* TASK GOAL: Each entry should be set down exactly as written, except for any picture it holds.
╔══
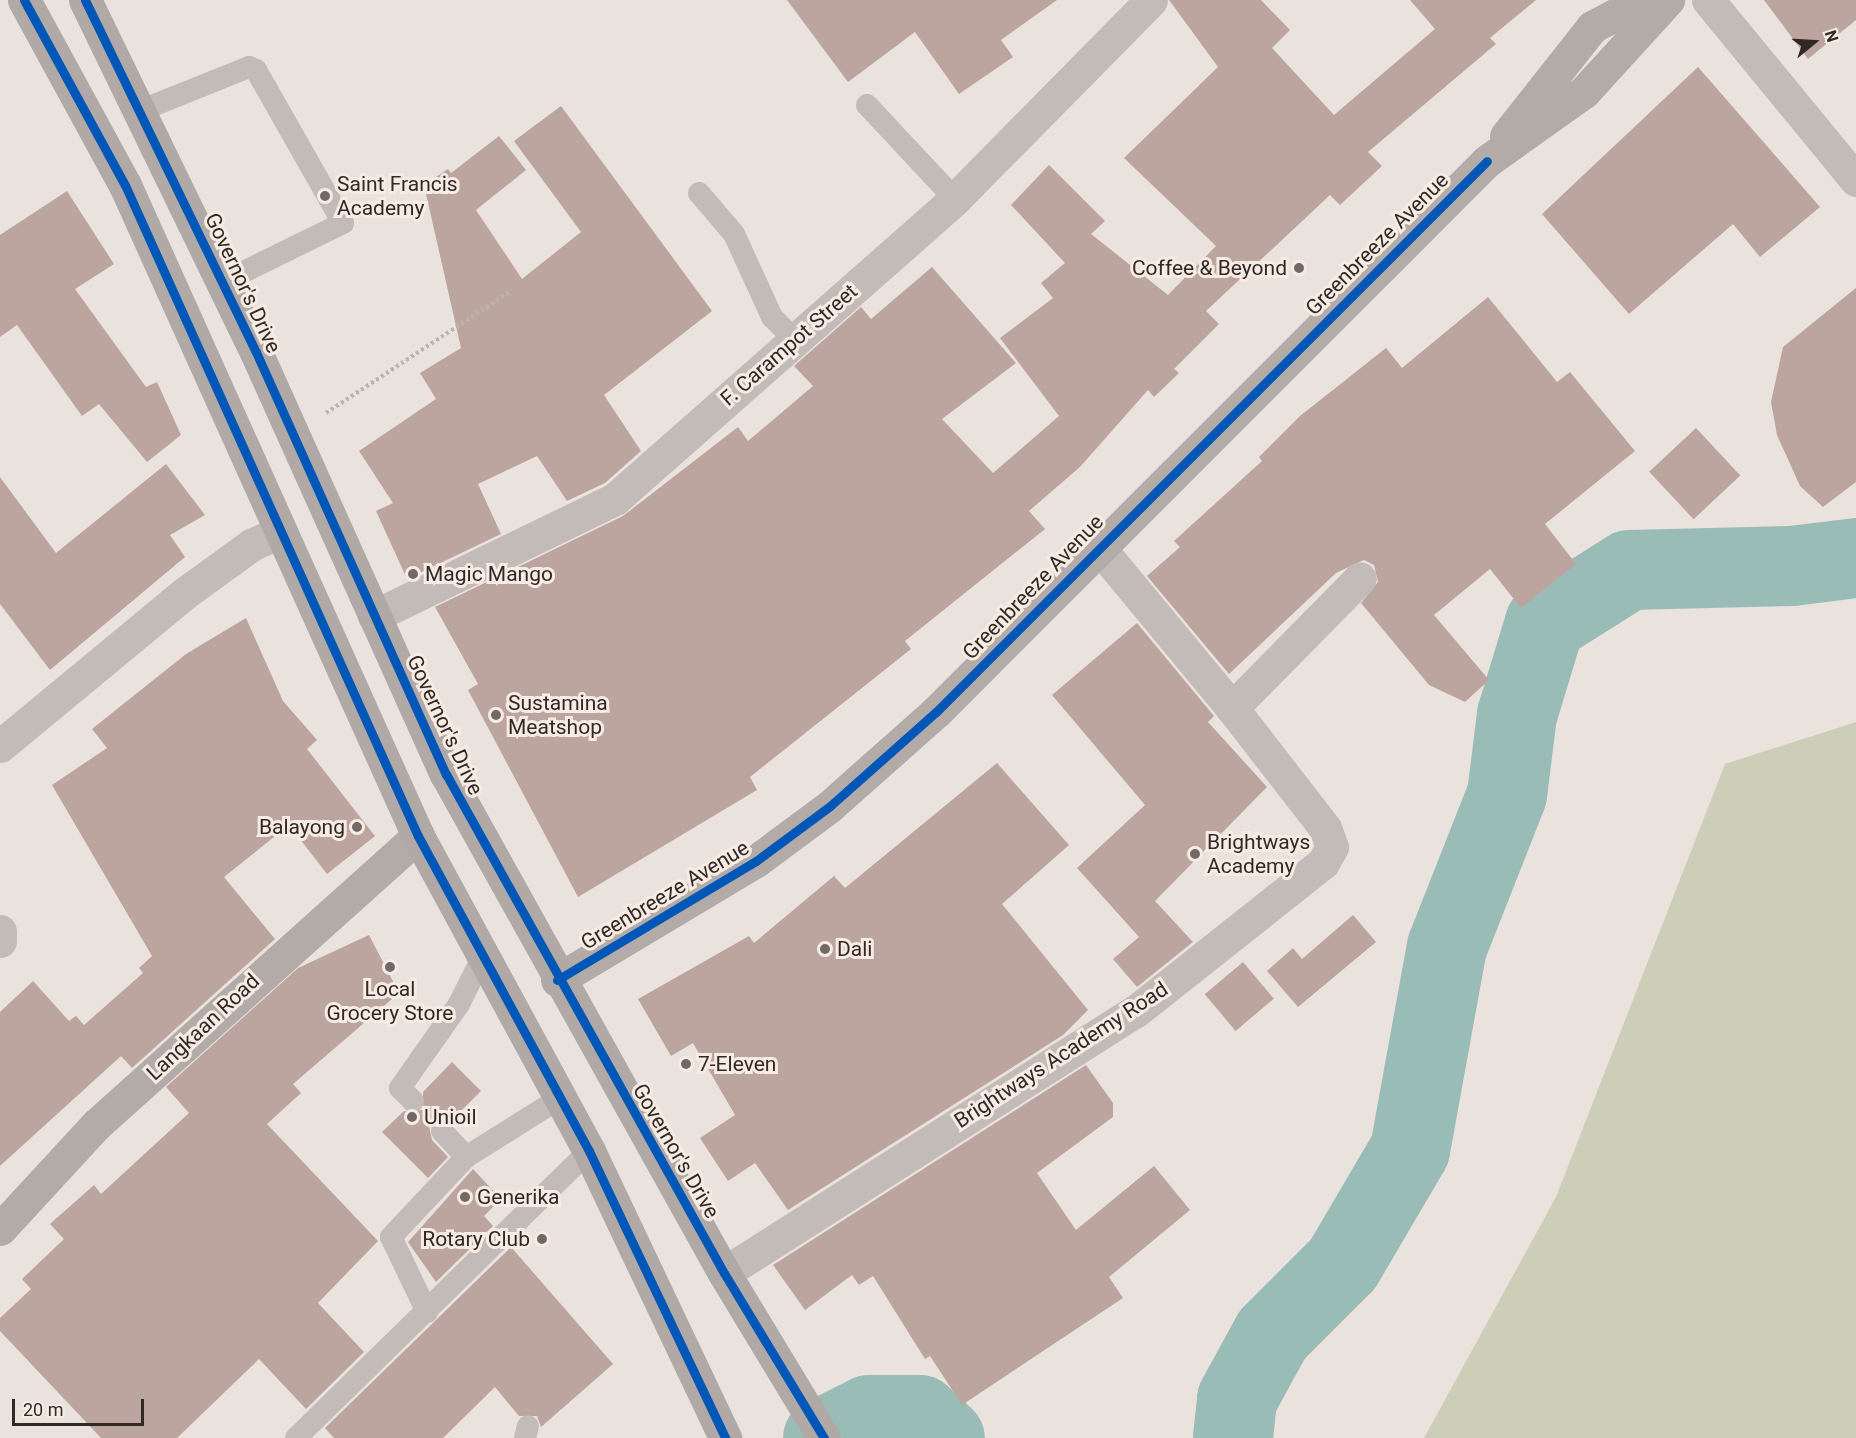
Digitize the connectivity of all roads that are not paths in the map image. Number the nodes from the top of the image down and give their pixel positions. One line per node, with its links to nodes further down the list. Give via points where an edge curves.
1 (24, 0): 15 (main road, via 125,185)
2 (85, 0): 8 (main road, Governor's Drive)
3 (1151, 0): 12 (street, F. Carampot Street)
4 (1643, 0): 9 (street, Greenbreeze Avenue, via 1592,27)
5 (1668, 0): 9 (street, Greenbreeze Avenue, via 1584,92)
6 (1708, 0): 10 (street)
7 (867, 105): 12 (lane)
8 (142, 110): 13 (main road, Governor's Drive); 13 (lane, via 249,67 256,70 343,223)
9 (1487, 161): 16 (street, Greenbreeze Avenue)
10 (1856, 180)
11 (699, 193): 14 (lane, via 734,234 772,317)
12 (955, 199): 14 (street, F. Carampot Street)
13 (223, 282): 18 (main road, Governor's Drive)
14 (795, 340): 18 (street, F. Carampot Street, via 615,499)
15 (278, 533): 20 (street, via 251,545 185,593); 21 (main road)
16 (1098, 546): 19 (street, Brightways Academy Road); 25 (street, Greenbreeze Avenue, via 936,712 830,806 756,861)
17 (1360, 578): 19 (street)
18 (374, 616): 25 (main road, Governor's Drive, via 446,774)
19 (1232, 708): 32 (street, Brightways Academy Road, via 1325,828 1332,847 1323,863 1136,1011)
20 (0, 746)
21 (417, 836): 24 (main road); 31 (street, Langkaan Road, via 96,1125)
22 (0, 931): 23 (street)
23 (0, 941)
24 (483, 956): 26 (main road); 27 (lane, via 459,1004 400,1088)
25 (557, 980): 32 (main road, Governor's Drive)
26 (560, 1098): 29 (main road); 30 (lane)
27 (414, 1101)
28 (442, 1131): 30 (lane)
29 (589, 1151): 33 (lane); 34 (main road, via 668,1310)
30 (466, 1157): 33 (lane, via 415,1206 391,1238)
31 (0, 1229)
32 (724, 1273): 36 (main road, Governor's Drive, via 789,1372)
33 (427, 1312): 35 (lane)
34 (719, 1426)
35 (296, 1438)
36 (824, 1438)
╚══
* RESPONSE AREA:
Digitize the connectivity of all roads that are not paths in the map image. Number the nodes from the top of the image down and give their pixel positions. One line per node, with its links to nodes further down the list. Give via points where an edge curves.
1 (24, 0): 15 (main road, via 125,185)
2 (85, 0): 8 (main road, Governor's Drive)
3 (1151, 0): 12 (street, F. Carampot Street)
4 (1643, 0): 9 (street, Greenbreeze Avenue, via 1592,27)
5 (1668, 0): 9 (street, Greenbreeze Avenue, via 1584,92)
6 (1708, 0): 10 (street)
7 (867, 105): 12 (lane)
8 (142, 110): 13 (main road, Governor's Drive); 13 (lane, via 249,67 256,70 343,223)
9 (1487, 161): 16 (street, Greenbreeze Avenue)
10 (1856, 180)
11 (699, 193): 14 (lane, via 734,234 772,317)
12 (955, 199): 14 (street, F. Carampot Street)
13 (223, 282): 18 (main road, Governor's Drive)
14 (795, 340): 18 (street, F. Carampot Street, via 615,499)
15 (278, 533): 20 (street, via 251,545 185,593); 21 (main road)
16 (1098, 546): 19 (street, Brightways Academy Road); 25 (street, Greenbreeze Avenue, via 936,712 830,806 756,861)
17 (1360, 578): 19 (street)
18 (374, 616): 25 (main road, Governor's Drive, via 446,774)
19 (1232, 708): 32 (street, Brightways Academy Road, via 1325,828 1332,847 1323,863 1136,1011)
20 (0, 746)
21 (417, 836): 24 (main road); 31 (street, Langkaan Road, via 96,1125)
22 (0, 931): 23 (street)
23 (0, 941)
24 (483, 956): 26 (main road); 27 (lane, via 459,1004 400,1088)
25 (557, 980): 32 (main road, Governor's Drive)
26 (560, 1098): 29 (main road); 30 (lane)
27 (414, 1101)
28 (442, 1131): 30 (lane)
29 (589, 1151): 33 (lane); 34 (main road, via 668,1310)
30 (466, 1157): 33 (lane, via 415,1206 391,1238)
31 (0, 1229)
32 (724, 1273): 36 (main road, Governor's Drive, via 789,1372)
33 (427, 1312): 35 (lane)
34 (719, 1426)
35 (296, 1438)
36 (824, 1438)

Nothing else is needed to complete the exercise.